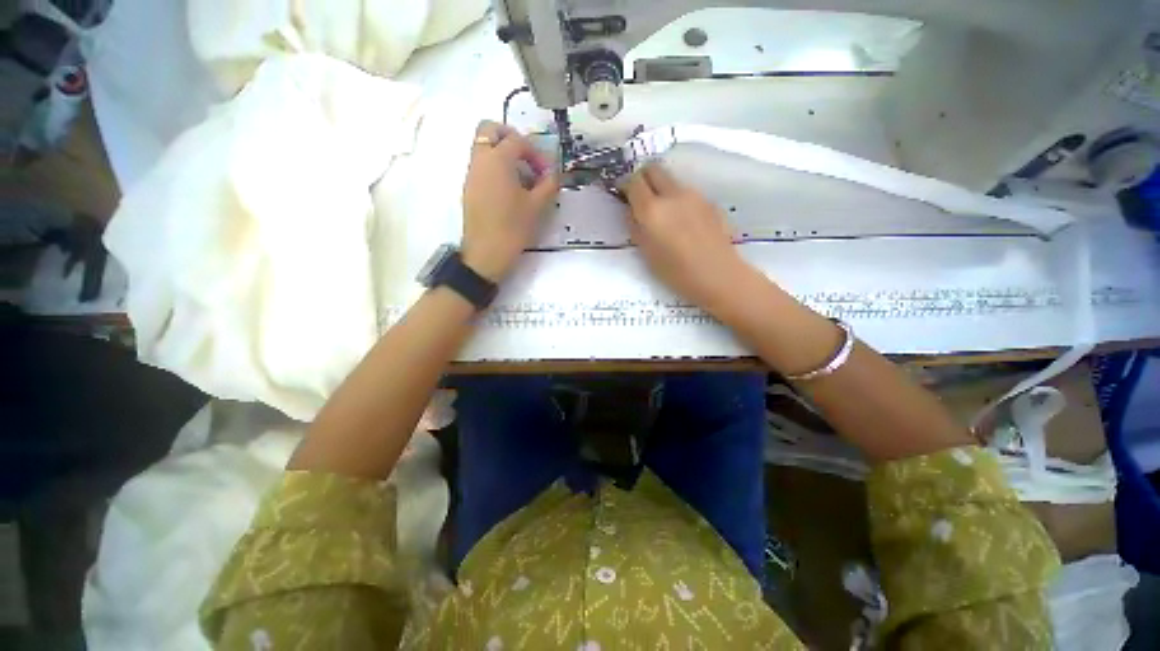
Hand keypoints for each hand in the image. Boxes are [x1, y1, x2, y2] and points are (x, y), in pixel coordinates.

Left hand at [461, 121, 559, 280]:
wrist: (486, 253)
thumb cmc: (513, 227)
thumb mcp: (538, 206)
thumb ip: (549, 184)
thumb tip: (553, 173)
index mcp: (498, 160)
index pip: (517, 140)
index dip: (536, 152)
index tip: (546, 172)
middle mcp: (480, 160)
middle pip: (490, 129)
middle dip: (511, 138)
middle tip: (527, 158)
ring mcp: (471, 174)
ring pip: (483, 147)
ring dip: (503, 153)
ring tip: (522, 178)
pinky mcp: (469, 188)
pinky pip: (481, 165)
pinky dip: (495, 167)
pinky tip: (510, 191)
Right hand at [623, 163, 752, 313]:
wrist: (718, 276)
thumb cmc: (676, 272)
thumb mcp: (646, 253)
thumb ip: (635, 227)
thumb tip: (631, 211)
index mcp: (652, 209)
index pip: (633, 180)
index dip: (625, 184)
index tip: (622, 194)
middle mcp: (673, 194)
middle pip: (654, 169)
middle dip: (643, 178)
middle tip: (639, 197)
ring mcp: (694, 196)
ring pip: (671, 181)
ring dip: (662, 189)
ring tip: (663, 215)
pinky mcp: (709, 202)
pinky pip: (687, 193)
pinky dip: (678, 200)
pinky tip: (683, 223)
□ □ □ □ □
_EXERCISE GOAL_
Make an exact copy of the lines running from the one with "thumb tip: (631, 211)" to the last line of the listing, including both ends.

_SOLUTION BELOW_
thumb tip: (631, 211)
index mcp: (652, 209)
index pip: (633, 180)
index dip: (625, 184)
index tip: (622, 194)
middle mcp: (673, 194)
middle pip: (654, 169)
middle dip: (643, 178)
middle tip: (639, 197)
ring mcp: (694, 196)
ring pip: (671, 181)
ring dip: (662, 189)
ring tip: (663, 215)
pinky mcp: (709, 202)
pinky pip: (687, 193)
pinky dip: (678, 200)
pinky tip: (683, 223)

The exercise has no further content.